4) Congress trumps the other two branches by having the authorization to remove a president and can keep removing them until they get a president who enforces their laws.  They also can impeach any member of the judicial branch–good behavior can certainly be defined by the legislative branch.

5) As the amended U. S. Constitution now states, the American people vote for the members of Congress and, therefore, control its make-up.

6) States, having limited sovereignty but, nevertheless, a sovereignty recognized by the U.S. Constitution, can challenge any Federal action that does not pertain to expressly written provisions in the Constitution.

III.  So, what’s wrong with the U.S. Constitution?

As stated at the beginning of this essay, there is nothing wrong with the U.S. Constitution as it is written but what is wrong is:                                                                                                    1) The U.S. citizen’s and politician’s understanding of how it is supposed to work and acting as if their wrongful interpretations are constitutionally correct.                                                 2) Political parties prioritizing power over the good of the country.                                             3) Political fanatics, both left and right, who know positively what’s good for the American people.  Unfortunately, these are the people who do the most preaching, and yes, it is almost a religion to them.                                                                                                                     4) Dare I say it but voter incompetence.  I must confess that when voting for a candidate who has very little background to judge any of his future congressional behavior, a voter may not know what to expect, but when voters keep electing the same incompetents election after election something is wrong.                                                                                      The only constitutional change that could possibly avoid these wrongs would be a one party dictatorship (of which a monarchy is an example) simply because they could rule without needing the support of its people.  Need I say more.

February 17, 2010

Presidential Prerogatives

Filed under: U. S. Government — Tags: , , — Ron Toczek @ 4:33 am

The February 17 on-line edition of the Washington Post had a guest blogger, Clement Fatovic, who expounded on the concept of presidential prerogatives, gave examples and delved into the thinking of the founders.

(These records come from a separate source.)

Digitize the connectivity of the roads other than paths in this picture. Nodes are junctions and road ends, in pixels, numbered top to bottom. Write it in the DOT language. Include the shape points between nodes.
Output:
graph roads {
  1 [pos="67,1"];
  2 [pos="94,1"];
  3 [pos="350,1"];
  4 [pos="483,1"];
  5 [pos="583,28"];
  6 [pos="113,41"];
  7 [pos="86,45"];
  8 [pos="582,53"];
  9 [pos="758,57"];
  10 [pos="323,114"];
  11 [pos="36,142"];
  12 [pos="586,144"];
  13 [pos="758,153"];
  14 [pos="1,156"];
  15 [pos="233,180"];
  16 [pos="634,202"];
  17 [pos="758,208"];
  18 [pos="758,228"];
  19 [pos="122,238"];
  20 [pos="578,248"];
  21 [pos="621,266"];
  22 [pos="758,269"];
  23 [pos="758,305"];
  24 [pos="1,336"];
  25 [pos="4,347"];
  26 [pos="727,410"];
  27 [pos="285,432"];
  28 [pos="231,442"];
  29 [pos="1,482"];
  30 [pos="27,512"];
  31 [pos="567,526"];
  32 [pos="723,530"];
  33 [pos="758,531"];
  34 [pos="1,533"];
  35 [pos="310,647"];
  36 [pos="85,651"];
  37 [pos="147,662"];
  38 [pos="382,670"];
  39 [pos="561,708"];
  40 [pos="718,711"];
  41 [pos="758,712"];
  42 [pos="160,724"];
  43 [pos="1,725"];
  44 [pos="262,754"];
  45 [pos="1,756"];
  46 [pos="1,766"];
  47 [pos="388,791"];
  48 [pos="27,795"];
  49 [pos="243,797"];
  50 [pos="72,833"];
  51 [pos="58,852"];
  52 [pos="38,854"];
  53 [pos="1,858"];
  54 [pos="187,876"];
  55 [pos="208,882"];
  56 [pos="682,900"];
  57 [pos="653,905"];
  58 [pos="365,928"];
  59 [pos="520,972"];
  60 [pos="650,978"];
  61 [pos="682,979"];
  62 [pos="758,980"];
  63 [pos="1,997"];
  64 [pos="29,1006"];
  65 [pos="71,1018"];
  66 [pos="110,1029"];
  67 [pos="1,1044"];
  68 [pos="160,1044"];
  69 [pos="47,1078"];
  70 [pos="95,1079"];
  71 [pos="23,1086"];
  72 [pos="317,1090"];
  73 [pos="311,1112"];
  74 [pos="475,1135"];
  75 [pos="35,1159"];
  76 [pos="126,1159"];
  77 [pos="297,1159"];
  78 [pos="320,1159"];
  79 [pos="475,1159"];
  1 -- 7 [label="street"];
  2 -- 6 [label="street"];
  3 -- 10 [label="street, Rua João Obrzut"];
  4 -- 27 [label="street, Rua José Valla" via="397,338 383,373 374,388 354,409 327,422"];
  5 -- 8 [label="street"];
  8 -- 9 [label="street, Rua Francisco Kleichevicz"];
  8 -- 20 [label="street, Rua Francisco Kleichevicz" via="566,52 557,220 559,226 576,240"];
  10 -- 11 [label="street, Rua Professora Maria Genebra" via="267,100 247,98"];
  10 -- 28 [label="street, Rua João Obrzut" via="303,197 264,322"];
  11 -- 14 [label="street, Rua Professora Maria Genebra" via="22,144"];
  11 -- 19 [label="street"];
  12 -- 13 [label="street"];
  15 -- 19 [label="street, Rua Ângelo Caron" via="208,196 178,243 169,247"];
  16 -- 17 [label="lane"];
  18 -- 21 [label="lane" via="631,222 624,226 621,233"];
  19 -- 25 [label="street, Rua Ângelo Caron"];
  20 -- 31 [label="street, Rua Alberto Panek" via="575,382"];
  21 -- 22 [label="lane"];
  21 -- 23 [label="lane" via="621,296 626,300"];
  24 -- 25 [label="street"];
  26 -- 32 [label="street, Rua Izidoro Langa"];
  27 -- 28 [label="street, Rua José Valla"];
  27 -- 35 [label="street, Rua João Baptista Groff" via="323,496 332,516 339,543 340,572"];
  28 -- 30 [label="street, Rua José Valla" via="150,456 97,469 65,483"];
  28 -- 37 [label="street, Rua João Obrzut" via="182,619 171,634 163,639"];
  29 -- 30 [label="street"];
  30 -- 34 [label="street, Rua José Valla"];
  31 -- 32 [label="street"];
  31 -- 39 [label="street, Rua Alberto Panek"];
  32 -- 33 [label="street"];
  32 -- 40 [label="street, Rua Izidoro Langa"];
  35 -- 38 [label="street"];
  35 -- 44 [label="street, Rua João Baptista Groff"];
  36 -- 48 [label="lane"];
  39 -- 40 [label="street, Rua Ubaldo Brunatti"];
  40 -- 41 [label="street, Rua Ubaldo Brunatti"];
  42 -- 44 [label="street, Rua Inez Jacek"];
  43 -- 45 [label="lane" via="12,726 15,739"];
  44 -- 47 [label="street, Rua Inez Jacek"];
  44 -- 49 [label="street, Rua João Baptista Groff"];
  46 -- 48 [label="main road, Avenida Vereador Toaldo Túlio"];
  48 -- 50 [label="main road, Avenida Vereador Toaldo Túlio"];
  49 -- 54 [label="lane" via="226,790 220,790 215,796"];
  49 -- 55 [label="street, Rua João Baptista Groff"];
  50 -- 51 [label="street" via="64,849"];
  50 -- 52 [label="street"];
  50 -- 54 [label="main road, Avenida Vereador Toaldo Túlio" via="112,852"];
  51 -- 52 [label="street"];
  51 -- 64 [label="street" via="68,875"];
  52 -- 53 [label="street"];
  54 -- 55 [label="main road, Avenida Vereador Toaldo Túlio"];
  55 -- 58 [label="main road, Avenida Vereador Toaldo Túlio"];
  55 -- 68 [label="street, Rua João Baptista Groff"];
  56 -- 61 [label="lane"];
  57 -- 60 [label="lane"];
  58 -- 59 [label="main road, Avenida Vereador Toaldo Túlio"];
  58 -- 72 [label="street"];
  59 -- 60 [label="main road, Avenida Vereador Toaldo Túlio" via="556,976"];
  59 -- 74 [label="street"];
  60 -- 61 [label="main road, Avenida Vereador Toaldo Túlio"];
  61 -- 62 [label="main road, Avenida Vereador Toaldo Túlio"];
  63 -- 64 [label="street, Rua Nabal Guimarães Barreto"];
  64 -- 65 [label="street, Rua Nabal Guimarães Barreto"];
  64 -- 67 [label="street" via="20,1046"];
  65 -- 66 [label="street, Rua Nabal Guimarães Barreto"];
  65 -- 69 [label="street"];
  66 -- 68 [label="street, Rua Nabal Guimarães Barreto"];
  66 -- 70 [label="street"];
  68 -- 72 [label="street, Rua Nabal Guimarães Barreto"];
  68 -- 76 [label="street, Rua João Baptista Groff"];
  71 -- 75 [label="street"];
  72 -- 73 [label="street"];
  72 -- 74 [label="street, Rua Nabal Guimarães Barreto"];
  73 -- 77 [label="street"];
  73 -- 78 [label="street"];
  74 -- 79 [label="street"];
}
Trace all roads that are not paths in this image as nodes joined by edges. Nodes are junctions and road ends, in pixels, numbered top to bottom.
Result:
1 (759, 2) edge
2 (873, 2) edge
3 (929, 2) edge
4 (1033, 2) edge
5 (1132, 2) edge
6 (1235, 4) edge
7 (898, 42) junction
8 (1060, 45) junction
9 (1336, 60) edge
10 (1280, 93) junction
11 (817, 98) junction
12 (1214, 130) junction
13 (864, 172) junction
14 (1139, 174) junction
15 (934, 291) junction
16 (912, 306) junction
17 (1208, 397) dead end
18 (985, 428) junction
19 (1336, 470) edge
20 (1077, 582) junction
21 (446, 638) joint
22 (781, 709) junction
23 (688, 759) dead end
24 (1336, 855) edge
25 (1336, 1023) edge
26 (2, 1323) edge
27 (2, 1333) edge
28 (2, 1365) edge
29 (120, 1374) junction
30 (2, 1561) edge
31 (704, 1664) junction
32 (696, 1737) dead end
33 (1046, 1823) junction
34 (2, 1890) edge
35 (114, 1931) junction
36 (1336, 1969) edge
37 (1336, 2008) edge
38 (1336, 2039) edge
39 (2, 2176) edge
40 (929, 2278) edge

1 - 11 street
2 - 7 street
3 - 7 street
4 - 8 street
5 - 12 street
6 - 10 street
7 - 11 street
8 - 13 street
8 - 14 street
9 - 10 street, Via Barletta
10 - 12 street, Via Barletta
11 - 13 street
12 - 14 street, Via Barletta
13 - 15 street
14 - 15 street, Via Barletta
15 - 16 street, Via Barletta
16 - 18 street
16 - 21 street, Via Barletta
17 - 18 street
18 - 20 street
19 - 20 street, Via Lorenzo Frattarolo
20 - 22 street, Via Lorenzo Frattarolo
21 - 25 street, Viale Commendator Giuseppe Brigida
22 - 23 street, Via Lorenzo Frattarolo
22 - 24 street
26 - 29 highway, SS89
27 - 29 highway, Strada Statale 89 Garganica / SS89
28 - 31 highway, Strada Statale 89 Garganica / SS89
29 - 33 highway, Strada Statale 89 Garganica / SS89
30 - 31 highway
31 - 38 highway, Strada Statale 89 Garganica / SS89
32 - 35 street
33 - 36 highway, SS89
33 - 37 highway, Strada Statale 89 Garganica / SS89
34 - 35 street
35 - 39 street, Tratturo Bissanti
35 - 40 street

As interesting as the info was, he did not explain how congressional laws are written so as to give the president leeway in interpreting them nor how the founders have incorporated this concept into the US Constitution for directives not permitted by any specific law or constitutional provision.

For the first case, consider the Reagan directive banning grants to organizations promoting abortions and operating in a foreign country. This directive was rescinded by Clinton, reinstated by Bush and then rescinded by Obama again. What exists are congressional laws giving the president authority to support organizations providing health services in foreign countries without any provision about abortion: hence, by not saying anything about abortion, Congress has given the president unstated authority to implement the law according to his belief about abortion being a health service or not.

Lincoln would be the best example of the second case since he suspended the writ of habeas corpus and instituted a special tax to pay for the war, neither of these acts were constitutionally permitted.  So how was he  able to enforce these directives?

To answer the question we must look at what the Constitution does not say and also at what is does say.  The Constitution does not give any executive authority or legislative authority to the judicial branch; it also does not give any executive authority or judicial authority to the legislative branch except in the sole process of impeachment.  Since the judicial branch never decided a dispute invalidating these directives and since Congress never passed a law denying the president the authority to enforce these directives nor did Congress impeach the president for enforcing these directives, both of these branches tacitly okayed the directives as legitimate.  Since they were rescinded in short order, there was no need for any action by the other two branches.